When dragged at a slow speed behind a boat, the shiny spoons, with indentations like fish scales, look like small fish in trouble.

Hungry larger fish are attracted to such fish. The lure works best dragged behind a boat moving slowly around a lake, but the trolls can also be cast from a dock – so long as the fish appear to be moving.

The Hills buy the troll parts from across the country. The wire from Wisconsin, connecting links and swivels from New York, beads from Connecticut and brass from wherever the price is best.

They send the brass away for diamond stamping and nickel plating, but do the rest of the work themselves. That work includes polishing the spoons, then twisting, looping and stringing the wire and packaging and shipping the products.

They use four small crank machines they call the twister and kinker.

Two of these machines they believe to be Jack Lloyd originals.

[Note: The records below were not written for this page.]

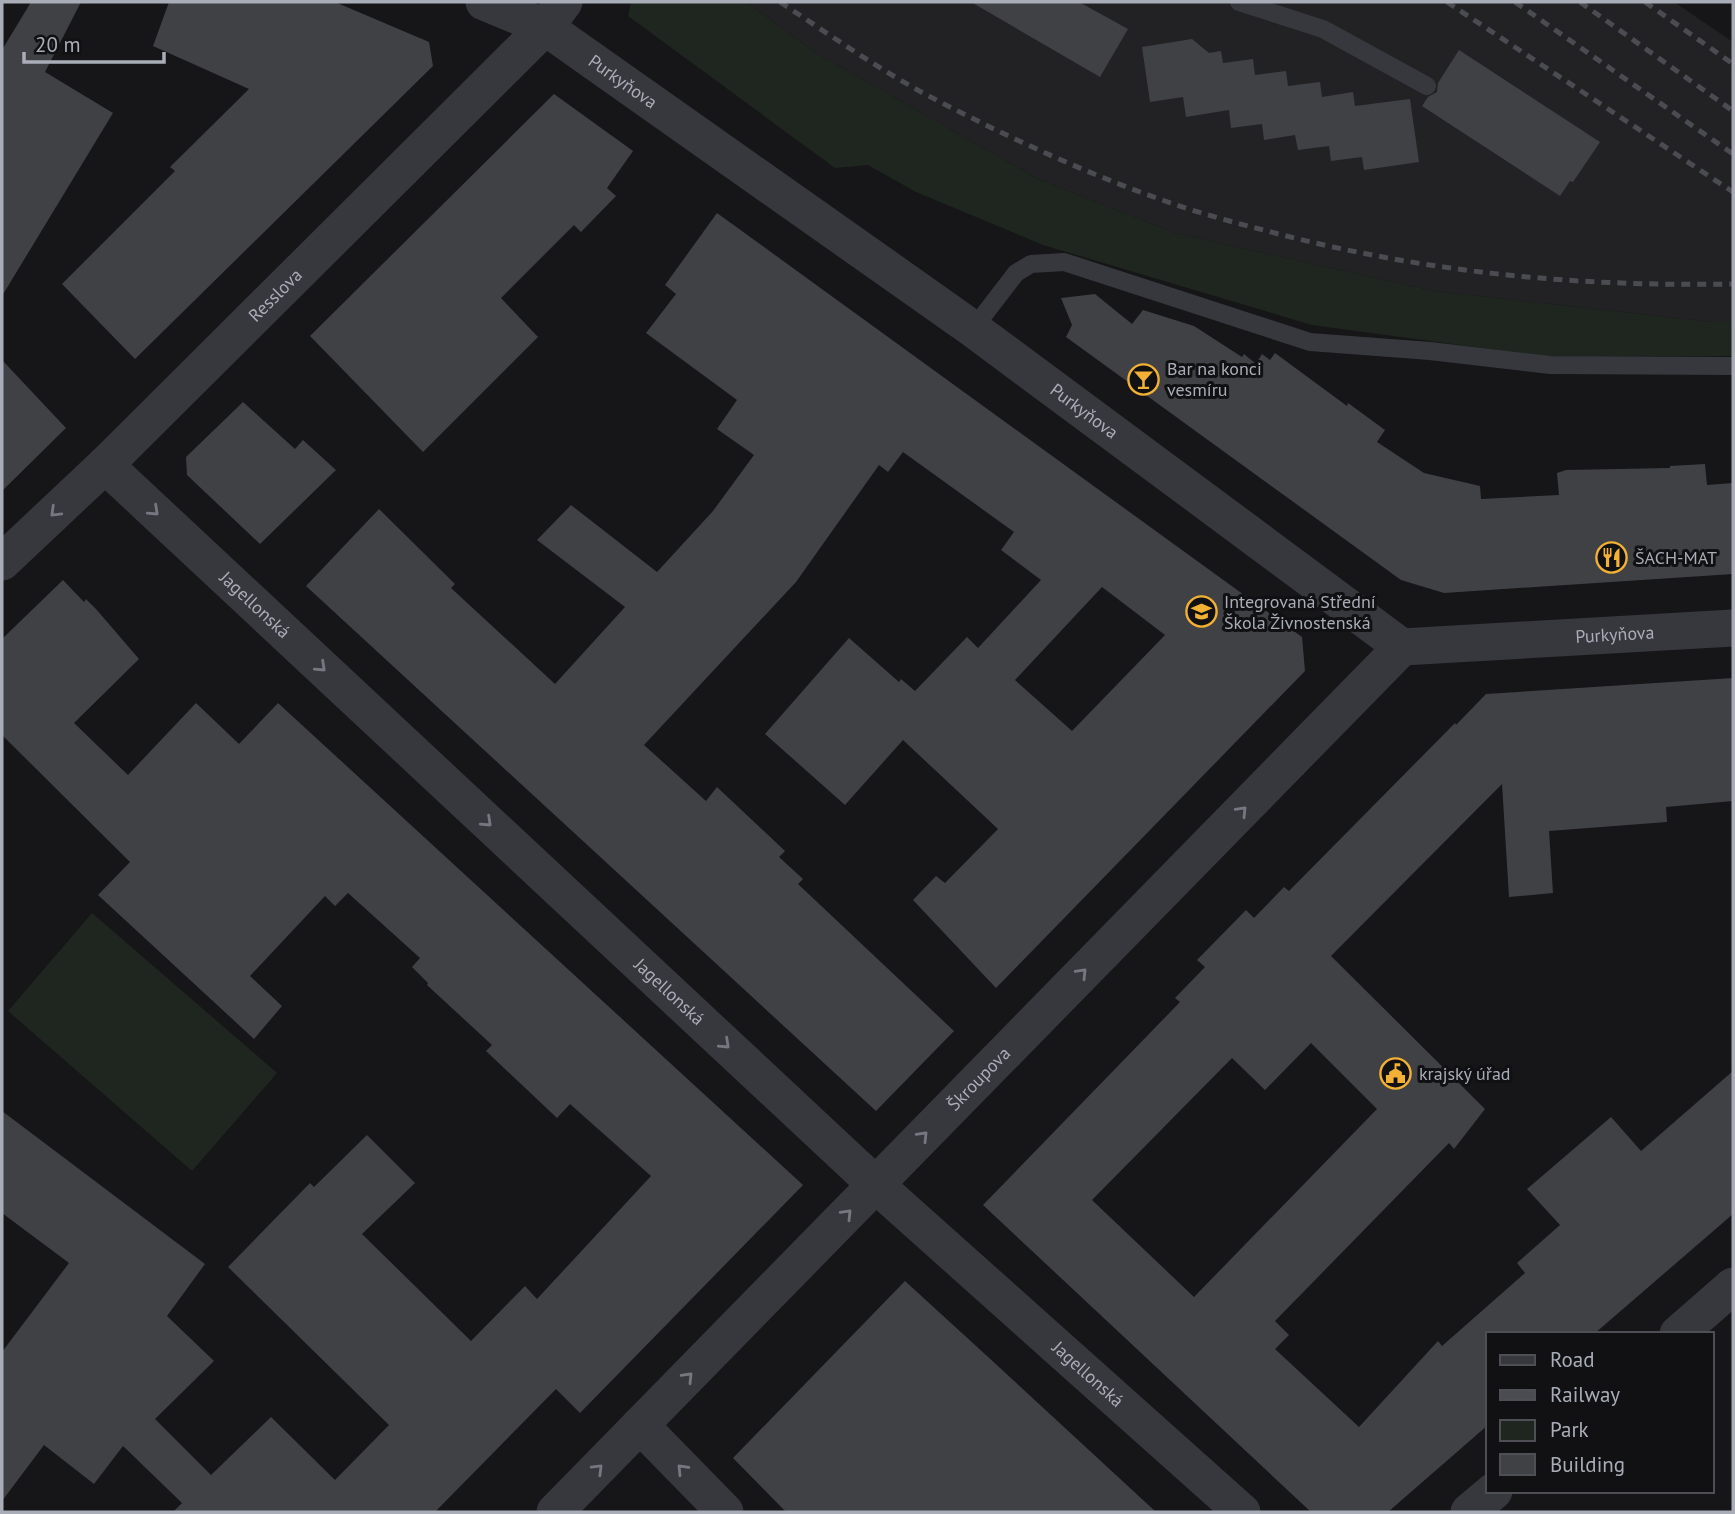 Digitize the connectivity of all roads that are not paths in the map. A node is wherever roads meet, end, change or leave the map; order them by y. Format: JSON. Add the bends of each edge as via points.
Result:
{"nodes":[{"id":1,"x":484,"y":2,"type":"edge"},
{"id":2,"x":1240,"y":2,"type":"edge"},
{"id":3,"x":555,"y":15,"type":"edge"},
{"id":4,"x":1427,"y":86,"type":"dead end"},
{"id":5,"x":973,"y":329,"type":"junction"},
{"id":6,"x":1733,"y":366,"type":"edge"},
{"id":7,"x":105,"y":464,"type":"junction"},
{"id":8,"x":2,"y":562,"type":"edge"},
{"id":9,"x":1733,"y":628,"type":"edge"},
{"id":10,"x":1402,"y":647,"type":"junction"},
{"id":11,"x":876,"y":1185,"type":"junction"},
{"id":12,"x":1733,"y":1286,"type":"edge"},
{"id":13,"x":1680,"y":1332,"type":"edge"},
{"id":14,"x":640,"y":1425,"type":"junction"},
{"id":15,"x":1492,"y":1493,"type":"edge"},
{"id":16,"x":555,"y":1512,"type":"edge"},
{"id":17,"x":724,"y":1512,"type":"edge"},
{"id":18,"x":1242,"y":1512,"type":"edge"},
{"id":19,"x":1469,"y":1512,"type":"edge"}],
"edges":[{"from":1,"to":3,"type":"street","name":"Purkyňova"},
{"from":2,"to":4,"type":"lane","via":[[1323,29]]},
{"from":3,"to":5,"type":"street","name":"Purkyňova"},
{"from":3,"to":7,"type":"street","name":"Resslova"},
{"from":5,"to":6,"type":"lane","via":[[1016,273],[1031,264],[1064,261],[1310,342],[1550,365]]},
{"from":5,"to":10,"type":"street","name":"Purkyňova"},
{"from":7,"to":8,"type":"street","name":"Resslova","one_way":true},
{"from":7,"to":11,"type":"street","name":"Jagellonská","one_way":true},
{"from":9,"to":10,"type":"street","name":"Purkyňova"},
{"from":11,"to":10,"type":"street","name":"Škroupova","one_way":true},
{"from":14,"to":11,"type":"street","name":"Škroupova","one_way":true},
{"from":11,"to":18,"type":"street","name":"Jagellonská"},
{"from":12,"to":13,"type":"street"},
{"from":16,"to":14,"type":"street","name":"Škroupova","one_way":true},
{"from":17,"to":14,"type":"street","one_way":true},
{"from":15,"to":19,"type":"street"}]} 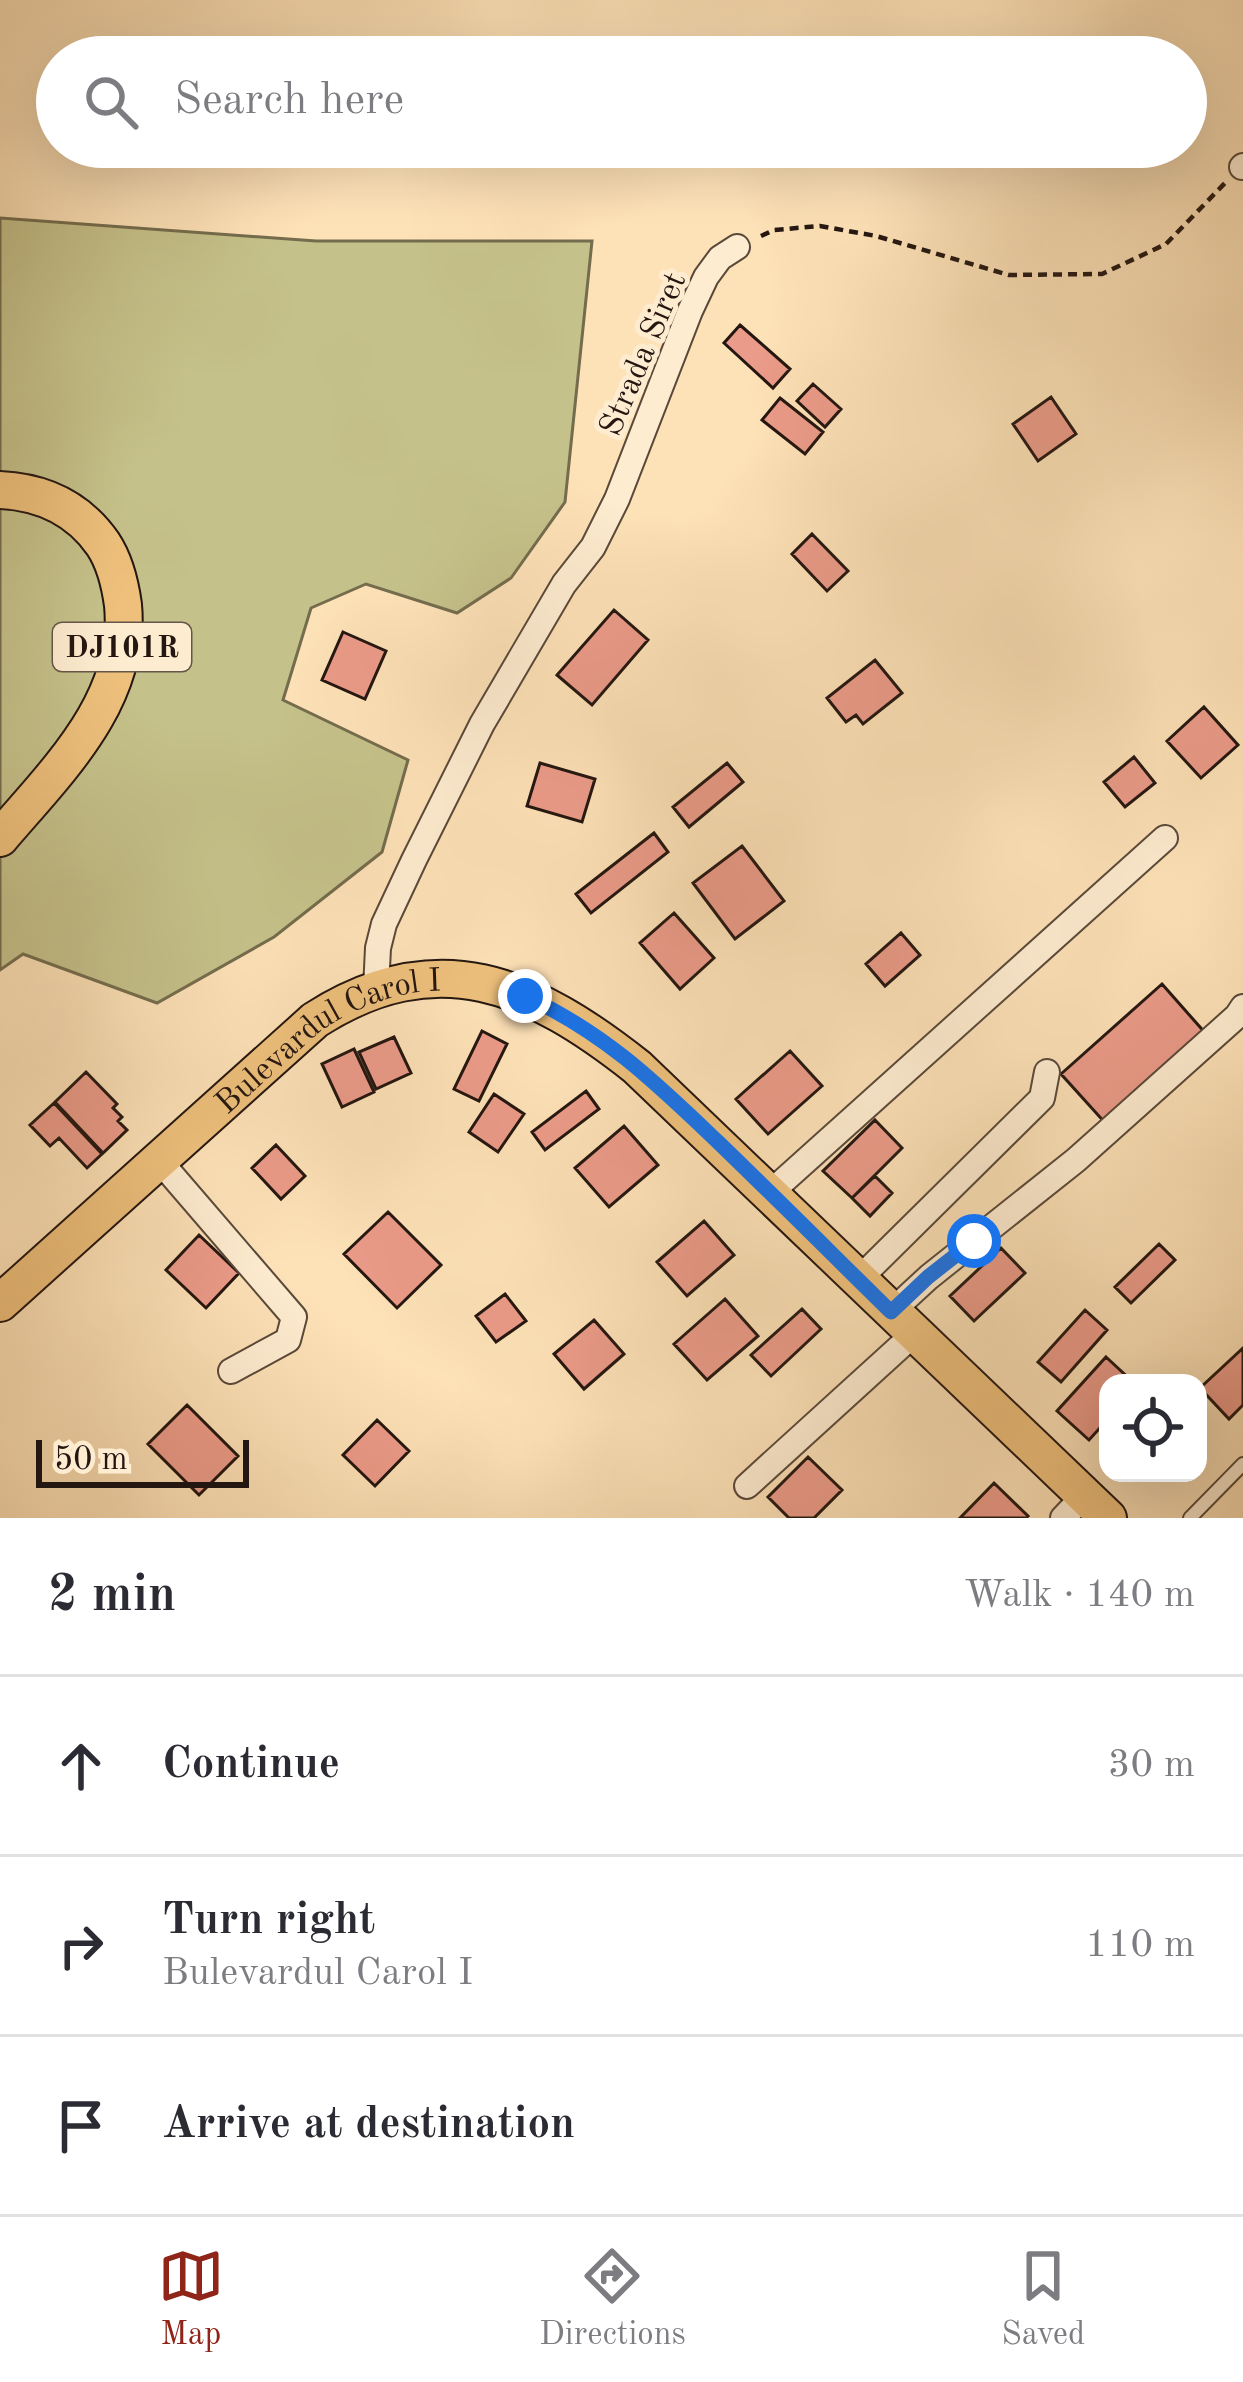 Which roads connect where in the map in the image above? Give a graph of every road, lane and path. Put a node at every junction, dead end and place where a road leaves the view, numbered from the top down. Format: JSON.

The Hills can comfortably finish 42 dozen trolls in about two weeks. With sleepless nights, they can do it in a week. Crunch times demand they all work together.

To avoid confrontations, Kris used to work nights and June days. But they work together better now.

“She’s the boss,” June says.

The Hills sell to a couple of wholesalers other than Gunarama and occasionally to resorts that stock fishing tackle. But many of the companies they once sold to have gone out of business.

Bud says others are now owned by younger kids who don’t know the difference between Jack Lloyd trolls and his competitors. Jack Lloyd trolls are clearly the best, Bud says.

Why?

“I don’t know, it catches fish,” he says. “It was the first troll ever put on the market, and all of these others are copies.”

The diamond design was also a first, Bud says, but Lloyd couldn’t patent the design because a tire company had already done so. Most other trolls are on cable instead of steel wire, likely because it’s cheaper and easier to store in a tackle box.

Jack Lloyd trolls used to be for sale at local Pay Less and Ernst stores, but they’ve since gone out of business. Now the trolls are only available in Chelan, Fife and Spokane.

Business is OK, Kris says, but orders have decreased in recent years. Maybe it’s time to think about entering the 21st century with a Web site.

But they don’t want to bite off more than they can chew. They like the low overhead and low-key nature of their garage business.

Kris and June like having spare time to craft. And maybe one of these years they’ll have time to go fishing. Their old fishing poles are stored in the rafters of their garage.

They don’t have time now because fishing season is when business is busiest.

But for now the three Hills are content to keep making those trolls. The work is relaxing, June says.

“It’s probably kind of silly, but we enjoy doing it,” Kris adds.